I realize that, in this area of the law, there are those who note we live in changing times. A Judge must indeed guard against the imposition of his own personal views as society's standard. But this caution applies to both the liberal and the conservative. And the common law provides the guideline in the form of precedent, which should ordinarily be determinative in the questionable situation.
Moreover, in this instance, if the public policy is examined, the wisdom of tradition has other rewards. The orthodox rule, which disallows an annulment because of a false premarital claim of pregnancy, minimizes the chances of fraudulent annulment suits by men in an age when both premarital intercourse and premarital pregnancy are not exactly novel events. Females, particularly young females frequently have a tendency to imagine themselves pregnant and, in many cases, it could be extremely difficult for a Court, when a marriage comes to disharmony, to retroactively distinguish a false representation from girlish anxiety. Moreover, the increasing tolerance of illegitimate births, particularly with an adoption alternative, as opposed to insistence on "shotgun marriages", indicates that the traditional rule does not necessarily have the effect of creating and preserving unstable marriages. If the times demand a public policy change, it would appear to me better to discourage marriage in the first instance than to weaken the traditional strict standards in annulment cases.
The plaintiff here is in a very unfortunate situation. But neither the immediate personal hardship nor the public policy questions presented justify judicial departure from time honored principles. Delaware should not adopt a rule which would permit a husband to avoid a marriage on the basis of a misrepresentation which does not go to the very essentials of the marital contract, especially when the husband did not even bother to exercise the care of a reasonably prudent man in investigating the representation.

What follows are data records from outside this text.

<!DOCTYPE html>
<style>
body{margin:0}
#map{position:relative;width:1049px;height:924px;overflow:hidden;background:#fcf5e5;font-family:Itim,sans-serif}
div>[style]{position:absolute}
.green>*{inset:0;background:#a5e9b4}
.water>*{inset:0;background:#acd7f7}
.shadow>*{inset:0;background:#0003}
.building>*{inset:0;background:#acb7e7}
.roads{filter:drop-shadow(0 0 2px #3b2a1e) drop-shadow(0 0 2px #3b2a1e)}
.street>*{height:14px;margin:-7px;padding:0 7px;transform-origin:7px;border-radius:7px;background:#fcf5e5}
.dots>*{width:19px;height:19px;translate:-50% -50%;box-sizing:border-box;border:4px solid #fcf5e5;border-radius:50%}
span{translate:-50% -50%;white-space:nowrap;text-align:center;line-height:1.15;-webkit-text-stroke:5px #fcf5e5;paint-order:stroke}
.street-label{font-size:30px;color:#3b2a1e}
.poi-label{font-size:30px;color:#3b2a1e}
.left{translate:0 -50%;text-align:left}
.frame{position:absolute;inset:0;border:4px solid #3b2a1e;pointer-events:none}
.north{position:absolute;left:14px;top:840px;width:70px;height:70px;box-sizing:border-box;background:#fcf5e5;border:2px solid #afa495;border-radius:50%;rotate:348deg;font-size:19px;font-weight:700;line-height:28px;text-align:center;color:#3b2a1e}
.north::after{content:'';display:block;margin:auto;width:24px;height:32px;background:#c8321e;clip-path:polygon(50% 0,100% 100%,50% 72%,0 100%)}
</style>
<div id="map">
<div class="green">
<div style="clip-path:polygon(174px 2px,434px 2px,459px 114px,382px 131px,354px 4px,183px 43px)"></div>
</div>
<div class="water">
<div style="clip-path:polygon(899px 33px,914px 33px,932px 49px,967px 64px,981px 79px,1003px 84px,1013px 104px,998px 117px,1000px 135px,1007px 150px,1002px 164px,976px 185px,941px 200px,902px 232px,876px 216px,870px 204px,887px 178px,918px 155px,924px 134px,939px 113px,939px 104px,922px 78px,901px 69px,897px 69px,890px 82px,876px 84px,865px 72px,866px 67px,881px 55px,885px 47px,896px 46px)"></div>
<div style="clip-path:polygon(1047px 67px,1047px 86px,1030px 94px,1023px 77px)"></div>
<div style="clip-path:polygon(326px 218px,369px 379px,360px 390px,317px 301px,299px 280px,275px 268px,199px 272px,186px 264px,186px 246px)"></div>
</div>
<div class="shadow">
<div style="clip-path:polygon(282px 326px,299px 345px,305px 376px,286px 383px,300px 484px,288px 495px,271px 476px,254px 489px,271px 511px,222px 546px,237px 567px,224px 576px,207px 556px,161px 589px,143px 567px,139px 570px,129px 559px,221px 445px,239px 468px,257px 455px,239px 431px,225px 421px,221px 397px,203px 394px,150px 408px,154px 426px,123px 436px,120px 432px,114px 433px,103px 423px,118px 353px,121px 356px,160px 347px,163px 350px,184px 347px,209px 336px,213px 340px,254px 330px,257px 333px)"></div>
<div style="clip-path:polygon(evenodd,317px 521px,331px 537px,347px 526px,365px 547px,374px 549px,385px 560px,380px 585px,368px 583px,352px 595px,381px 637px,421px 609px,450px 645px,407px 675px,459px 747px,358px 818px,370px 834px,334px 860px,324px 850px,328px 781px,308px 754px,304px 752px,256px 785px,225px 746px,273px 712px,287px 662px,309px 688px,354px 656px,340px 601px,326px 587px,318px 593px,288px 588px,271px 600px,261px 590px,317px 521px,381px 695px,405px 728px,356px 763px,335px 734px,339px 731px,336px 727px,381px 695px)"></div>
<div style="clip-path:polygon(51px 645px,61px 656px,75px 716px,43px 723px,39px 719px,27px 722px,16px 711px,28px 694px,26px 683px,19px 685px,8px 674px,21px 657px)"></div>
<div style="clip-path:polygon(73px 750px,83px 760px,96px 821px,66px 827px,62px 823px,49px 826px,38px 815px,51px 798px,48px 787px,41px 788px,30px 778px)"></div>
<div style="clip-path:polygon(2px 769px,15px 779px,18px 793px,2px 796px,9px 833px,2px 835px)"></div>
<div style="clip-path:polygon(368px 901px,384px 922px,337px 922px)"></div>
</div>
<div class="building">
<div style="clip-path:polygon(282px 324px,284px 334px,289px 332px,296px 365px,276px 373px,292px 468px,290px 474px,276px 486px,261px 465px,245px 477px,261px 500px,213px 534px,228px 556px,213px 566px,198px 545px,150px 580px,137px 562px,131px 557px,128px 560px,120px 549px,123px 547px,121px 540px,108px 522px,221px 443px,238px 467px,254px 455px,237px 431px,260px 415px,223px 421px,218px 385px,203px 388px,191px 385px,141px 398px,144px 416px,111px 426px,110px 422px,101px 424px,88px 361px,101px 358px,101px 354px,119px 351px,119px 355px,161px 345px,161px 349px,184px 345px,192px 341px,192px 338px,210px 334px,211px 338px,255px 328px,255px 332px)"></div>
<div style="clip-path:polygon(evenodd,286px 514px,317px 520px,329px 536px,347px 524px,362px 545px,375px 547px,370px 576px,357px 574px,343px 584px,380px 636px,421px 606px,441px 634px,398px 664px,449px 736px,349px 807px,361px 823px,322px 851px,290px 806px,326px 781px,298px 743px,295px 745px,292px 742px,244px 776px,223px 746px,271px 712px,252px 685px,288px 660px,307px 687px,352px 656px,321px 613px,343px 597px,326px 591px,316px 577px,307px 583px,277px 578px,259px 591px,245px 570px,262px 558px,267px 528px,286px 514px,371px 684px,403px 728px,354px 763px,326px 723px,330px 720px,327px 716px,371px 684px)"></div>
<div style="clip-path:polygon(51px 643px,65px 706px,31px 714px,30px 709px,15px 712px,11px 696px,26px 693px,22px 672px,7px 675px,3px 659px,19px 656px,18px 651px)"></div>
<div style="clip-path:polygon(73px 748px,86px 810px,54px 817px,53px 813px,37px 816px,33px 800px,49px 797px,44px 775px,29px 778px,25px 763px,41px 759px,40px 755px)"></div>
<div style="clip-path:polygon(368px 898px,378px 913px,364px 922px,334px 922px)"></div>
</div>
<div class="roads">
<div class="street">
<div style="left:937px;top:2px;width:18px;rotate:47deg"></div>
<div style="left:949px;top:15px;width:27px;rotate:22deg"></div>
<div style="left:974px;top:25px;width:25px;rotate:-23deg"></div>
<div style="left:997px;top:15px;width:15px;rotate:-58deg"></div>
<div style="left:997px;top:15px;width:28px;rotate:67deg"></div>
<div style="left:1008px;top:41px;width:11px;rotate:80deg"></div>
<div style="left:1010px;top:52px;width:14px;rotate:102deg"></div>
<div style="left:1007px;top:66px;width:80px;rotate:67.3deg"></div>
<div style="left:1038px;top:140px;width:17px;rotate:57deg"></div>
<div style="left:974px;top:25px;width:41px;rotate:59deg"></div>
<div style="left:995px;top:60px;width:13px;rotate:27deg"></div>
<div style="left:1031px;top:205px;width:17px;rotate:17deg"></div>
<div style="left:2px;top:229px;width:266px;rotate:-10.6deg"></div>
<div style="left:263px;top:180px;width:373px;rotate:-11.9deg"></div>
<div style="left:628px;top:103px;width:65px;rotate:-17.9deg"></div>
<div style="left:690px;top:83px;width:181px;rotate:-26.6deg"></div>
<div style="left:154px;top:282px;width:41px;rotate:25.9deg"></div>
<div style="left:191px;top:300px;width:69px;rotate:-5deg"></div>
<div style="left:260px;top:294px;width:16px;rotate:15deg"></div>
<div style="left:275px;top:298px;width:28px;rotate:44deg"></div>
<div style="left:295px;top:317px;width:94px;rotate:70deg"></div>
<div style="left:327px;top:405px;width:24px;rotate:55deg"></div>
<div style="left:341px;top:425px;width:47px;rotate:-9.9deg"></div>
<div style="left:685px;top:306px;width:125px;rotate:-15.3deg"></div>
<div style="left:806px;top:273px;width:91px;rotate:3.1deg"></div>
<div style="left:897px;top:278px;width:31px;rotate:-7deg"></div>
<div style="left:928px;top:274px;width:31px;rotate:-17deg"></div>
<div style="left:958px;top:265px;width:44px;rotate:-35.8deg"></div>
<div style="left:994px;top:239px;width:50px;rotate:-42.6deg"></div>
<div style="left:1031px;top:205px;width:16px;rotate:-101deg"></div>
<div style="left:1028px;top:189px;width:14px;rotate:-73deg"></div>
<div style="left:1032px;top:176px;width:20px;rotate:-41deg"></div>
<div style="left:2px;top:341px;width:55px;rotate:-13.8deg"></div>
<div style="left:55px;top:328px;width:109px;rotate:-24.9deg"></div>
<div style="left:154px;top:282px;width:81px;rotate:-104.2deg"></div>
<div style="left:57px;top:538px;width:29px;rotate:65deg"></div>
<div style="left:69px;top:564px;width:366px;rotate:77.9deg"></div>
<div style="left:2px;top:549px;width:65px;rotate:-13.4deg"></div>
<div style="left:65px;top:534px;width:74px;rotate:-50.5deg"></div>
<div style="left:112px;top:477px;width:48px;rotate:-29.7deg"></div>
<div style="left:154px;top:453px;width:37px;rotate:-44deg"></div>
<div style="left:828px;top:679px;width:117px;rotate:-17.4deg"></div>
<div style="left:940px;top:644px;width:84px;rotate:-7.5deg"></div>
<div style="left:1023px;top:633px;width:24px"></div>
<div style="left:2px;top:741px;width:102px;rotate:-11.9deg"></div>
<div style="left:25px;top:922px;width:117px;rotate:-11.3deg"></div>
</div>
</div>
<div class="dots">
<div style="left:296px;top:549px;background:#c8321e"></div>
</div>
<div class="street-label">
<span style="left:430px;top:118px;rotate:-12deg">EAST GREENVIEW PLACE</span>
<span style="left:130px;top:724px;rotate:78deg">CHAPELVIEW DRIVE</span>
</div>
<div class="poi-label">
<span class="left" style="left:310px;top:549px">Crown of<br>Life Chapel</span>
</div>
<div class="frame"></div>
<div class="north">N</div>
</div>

The plaintiff here is indeed in a very unfortunate situation. But fortunately, in this case, short of annulment, there is relief available. Tyminsky v. Tyminsky, supra.
The petition to annul the marriage is denied. It is so ordered.NOTES
 But see the New York cases of Donovan v. Donovan, 147 Misc. 134, 263 N.Y.S. 336 (1933), appeal dismissed, 241 App.Div. 906, 272 N.Y.S. 157, 158 (1934) and Cole v. Cole, 268 App.Div. 564, 52 N.Y.S.2d 100 (1944).
 The Supreme Court relied on the Morris case, supra, for the language quoted above. Actually, the Morris case, which as noted involved pregnancy by a stranger, does not support the quoted language. I compounded the error at 257 A.2d 768 in the second case cited above. But the quoted language does have ample support in other Delaware cases. See Judge Rodney's opinion in Williams v. Williams, 2 W.W.Harr. 39, 118 A. 638, 639 (1922) and Judge Herrmann's opinion quoting the leading case of Reynolds v. Reynolds, 85 Mass. (3 Allen) 605 (1862) in Anonymous v. Anonymous, 7 Terry 458, 85 A.2d 706, 718 (Super.Ct.1951).